Schließlich die Farben Rot, Weiß und Blau mit ihren Bedeutungsräumen und Konnotationen. Im ersten Teil mit der Überschrift Rot erzählt Heaney, wie er bei einer Tanzveranstaltung seine spätere Frau Marie kennenlernt. Sie trägt einen scharlachroten Mantel, der auch in späteren Gedichten Heaneys noch eine Rolle spielt. Die Bedeutung des Rot ist hier ganz klassisch, es steht für Liebe, Leidenschaft und Leben.
Auf Rot folgt Weiß, die Symbolfarbe für Reinheit, Unschuld und Frieden. Daneben steht sie aber auch für die Feigheit, in diesem Fall für die Feigheit des lyrischen Ichs, also Seamus Heaney selber. Er lässt seine Frau bei der Geburt des ersten Kindes allein, was zur damaligen Zeit gar nicht anders möglich war, denn werdenden Vätern war der Zutritt zum Kreißsaal strikt verwehrt. Dennoch hadert der Ritter von der Weißen Feder mit seiner Abwesenheit und nennt sie Flucht. Schwingt da schlechtes Gewissen mit, weil vielleicht auch ein wenig Erleichterung dabei war, dem Schmerz nicht beiwohnen zu müssen?
Den Abschluss bildet das Blau, das im Mittelalter allein den Königen vorbehalten war und noch lange die Farbe des hohen Adels blieb. In Irland ist Blau die Farbe des Nationalheiligen St. Patrick und in der Geschichte des mystischen Helden Cú Chulainn gibt es eine Schlüsselszene, in der ein blauer Mantel eine bedeutende Rolle spielt. Wie alle Katholiken verbinden auch die irischen Katholiken Blau unmittelbar mit der Gottesmutter Maria und ihrem weiten Mantel.
In diesem letzten und längsten Teil von Heaneys Gedicht schimmert das Blau zu Beginn in der Noblesse des vornehmen Tonfalls durch, den Marie unaffektiert zu kopieren weiß (und den Heaney in seiner Ausdrucksweise aufgreift: Sie geruhte, Aufmerksamkeit zu schenken). Dann wird es von einem Schwenk zur irischen Revolution und abgebrannten Städten verdrängt, bis es in den letzten Zeilen umso deutlicher erscheint, wenn Marie ganz in Blau gekleidet und mit viel blauem Lidschatten wie eine Venus von Botticelli in den 1960ern in einen blauen Rolls Royce steigt – und die Leidenschaft und Liebe des Gedichtanfangs wieder aufruft.
Die Orts-, Zeit-, Klang- und Farbräume im Gedicht haben allesamt mehrere Schichten und sind vielfach miteinander verknüpft.

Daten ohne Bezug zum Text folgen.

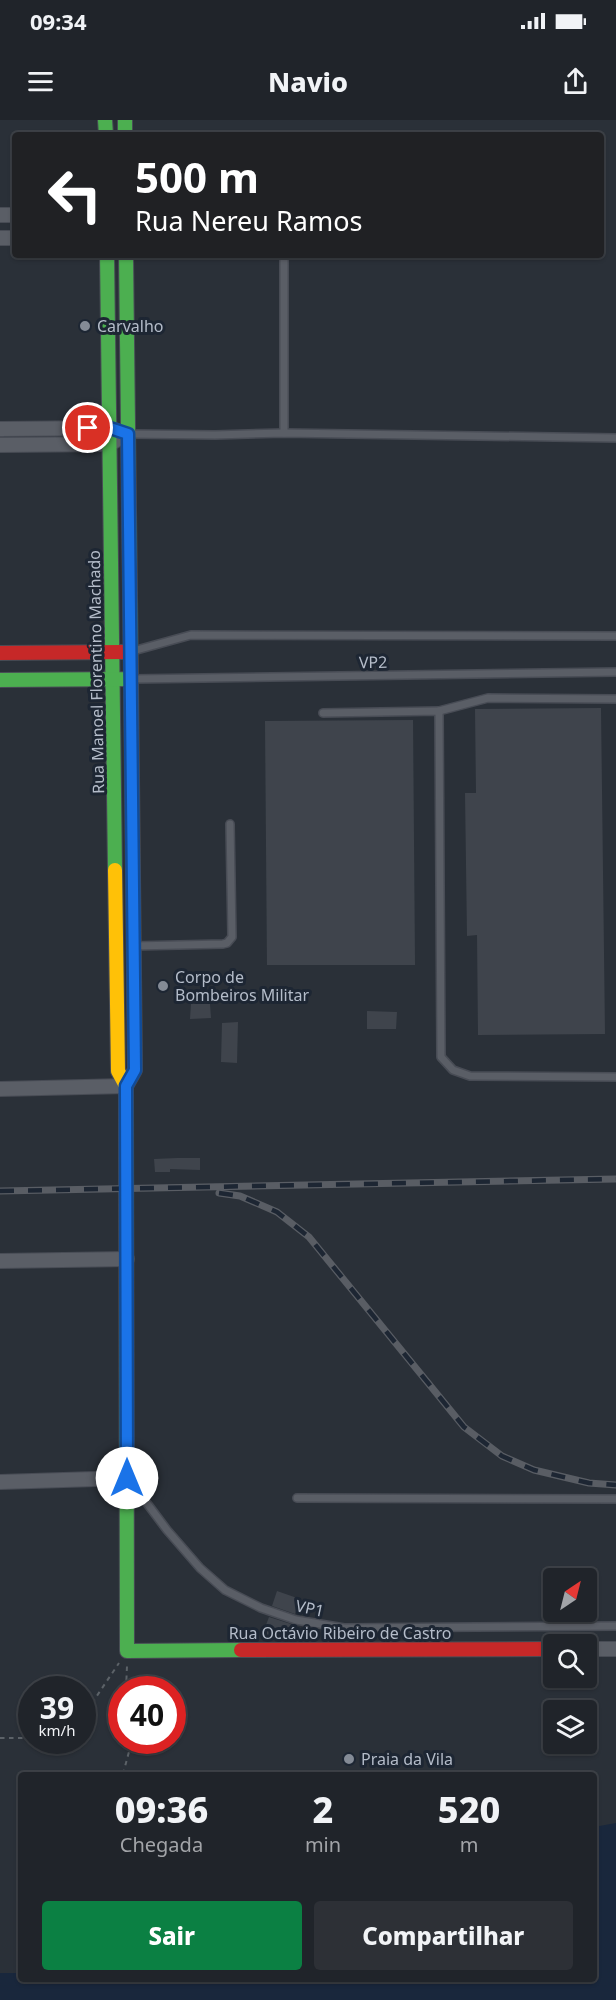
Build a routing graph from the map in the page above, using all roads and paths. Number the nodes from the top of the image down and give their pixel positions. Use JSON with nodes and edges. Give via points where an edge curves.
{"nodes":[{"id":1,"x":107,"y":258,"type":"edge"},
{"id":2,"x":126,"y":258,"type":"edge"},
{"id":3,"x":284,"y":258,"type":"edge"},
{"id":4,"x":110,"y":428,"type":"junction"},
{"id":5,"x":0,"y":429,"type":"edge"},
{"id":6,"x":284,"y":433,"type":"junction"},
{"id":7,"x":128,"y":434,"type":"junction"},
{"id":8,"x":616,"y":438,"type":"edge"},
{"id":9,"x":110,"y":444,"type":"junction"},
{"id":10,"x":0,"y":445,"type":"edge"},
{"id":11,"x":616,"y":636,"type":"edge"},
{"id":12,"x":112,"y":652,"type":"junction"},
{"id":13,"x":130,"y":652,"type":"junction"},
{"id":14,"x":0,"y":653,"type":"edge"},
{"id":15,"x":616,"y":672,"type":"edge"},
{"id":16,"x":112,"y":679,"type":"junction"},
{"id":17,"x":131,"y":679,"type":"junction"},
{"id":18,"x":0,"y":680,"type":"edge"},
{"id":19,"x":616,"y":699,"type":"edge"},
{"id":20,"x":439,"y":711,"type":"junction"},
{"id":21,"x":323,"y":713,"type":"dead end"},
{"id":22,"x":230,"y":824,"type":"dead end"},
{"id":23,"x":133,"y":886,"type":"junction"},
{"id":24,"x":115,"y":887,"type":"junction"},
{"id":25,"x":134,"y":946,"type":"junction"},
{"id":26,"x":116,"y":947,"type":"junction"},
{"id":27,"x":616,"y":1077,"type":"edge"},
{"id":28,"x":126,"y":1086,"type":"junction"},
{"id":29,"x":0,"y":1089,"type":"edge"},
{"id":30,"x":127,"y":1259,"type":"junction"},
{"id":31,"x":0,"y":1261,"type":"edge"},
{"id":32,"x":127,"y":1478,"type":"junction"},
{"id":33,"x":0,"y":1482,"type":"edge"},
{"id":34,"x":297,"y":1498,"type":"dead end"},
{"id":35,"x":616,"y":1499,"type":"edge"},
{"id":36,"x":616,"y":1626,"type":"edge"},
{"id":37,"x":543,"y":1649,"type":"edge"},
{"id":38,"x":597,"y":1649,"type":"edge"},
{"id":39,"x":616,"y":1649,"type":"edge"},
{"id":40,"x":127,"y":1651,"type":"junction"},
{"id":41,"x":126,"y":1676,"type":"edge"},
{"id":42,"x":96,"y":1697,"type":"edge"},
{"id":43,"x":0,"y":1738,"type":"edge"},
{"id":44,"x":18,"y":1738,"type":"edge"},
{"id":45,"x":128,"y":1754,"type":"edge"},
{"id":46,"x":124,"y":1772,"type":"edge"}],
"edges":[{"from":1,"to":4,"type":"street","name":"Rua Manoel Florentino Machado"},
{"from":2,"to":7,"type":"street","name":"Rua Manoel Florentino Machado"},
{"from":3,"to":6,"type":"lane"},
{"from":4,"to":5,"type":"street"},
{"from":4,"to":7,"type":"street"},
{"from":4,"to":9,"type":"street","name":"Rua Manoel Florentino Machado"},
{"from":6,"to":7,"type":"lane"},
{"from":6,"to":8,"type":"lane"},
{"from":7,"to":9,"type":"street"},
{"from":7,"to":13,"type":"street","name":"Rua Manoel Florentino Machado"},
{"from":9,"to":10,"type":"street"},
{"from":9,"to":12,"type":"street","name":"Rua Manoel Florentino Machado"},
{"from":11,"to":13,"type":"lane","via":[[191,635]]},
{"from":12,"to":13,"type":"street"},
{"from":12,"to":14,"type":"street"},
{"from":12,"to":16,"type":"street","name":"Rua Manoel Florentino Machado"},
{"from":13,"to":17,"type":"street","name":"Rua Manoel Florentino Machado"},
{"from":15,"to":17,"type":"lane","name":"VP2"},
{"from":16,"to":17,"type":"street"},
{"from":16,"to":18,"type":"street"},
{"from":16,"to":24,"type":"street","name":"Rua Manoel Florentino Machado"},
{"from":17,"to":23,"type":"street","name":"Rua Manoel Florentino Machado"},
{"from":19,"to":20,"type":"lane","via":[[488,698]]},
{"from":20,"to":21,"type":"lane"},
{"from":20,"to":27,"type":"lane","via":[[441,1057],[453,1070],[470,1076]]},
{"from":22,"to":25,"type":"lane","via":[[230,940],[223,944]]},
{"from":23,"to":24,"type":"lane"},
{"from":23,"to":25,"type":"street","name":"Rua Manoel Florentino Machado"},
{"from":24,"to":26,"type":"street","name":"Rua Manoel Florentino Machado"},
{"from":25,"to":26,"type":"lane"},
{"from":25,"to":28,"type":"street","name":"Rua Manoel Florentino Machado","via":[[135,1070]]},
{"from":26,"to":28,"type":"street","name":"Rua Manoel Florentino Machado","via":[[118,1071]]},
{"from":28,"to":29,"type":"street"},
{"from":28,"to":30,"type":"street","name":"Rua Manoel Florentino Machado"},
{"from":30,"to":31,"type":"street"},
{"from":30,"to":32,"type":"street","name":"Rua Manoel Florentino Machado"},
{"from":32,"to":33,"type":"street"},
{"from":32,"to":36,"type":"lane","name":"VP1","via":[[200,1568],[225,1590],[296,1620],[344,1628]]},
{"from":32,"to":40,"type":"street","name":"Rua Manoel Florentino Machado"},
{"from":34,"to":35,"type":"lane"},
{"from":37,"to":40,"type":"street","name":"Rua Octávio Ribeiro de Castro"},
{"from":38,"to":39,"type":"street"},
{"from":40,"to":41,"type":"path"},
{"from":40,"to":42,"type":"path"},
{"from":43,"to":44,"type":"path"},
{"from":45,"to":46,"type":"path"}]}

Um mich Rot, Weiß und Blau in seiner Komplexität weiter zu nähern, würde ich – von den Zeiträumen ausgehend, – als Nächstes die intertextuellen Bezüge untersuchen. Das schaffe ich in der kurzen Zeit, die mir für die Bearbeitung dieser Aufgabe zur Verfügung steht, leider nicht. In meinen Notizen zum Schreibprozess finden sich erste Ansatzpunkte, die ich in der Diskussion weiter ausführen kann.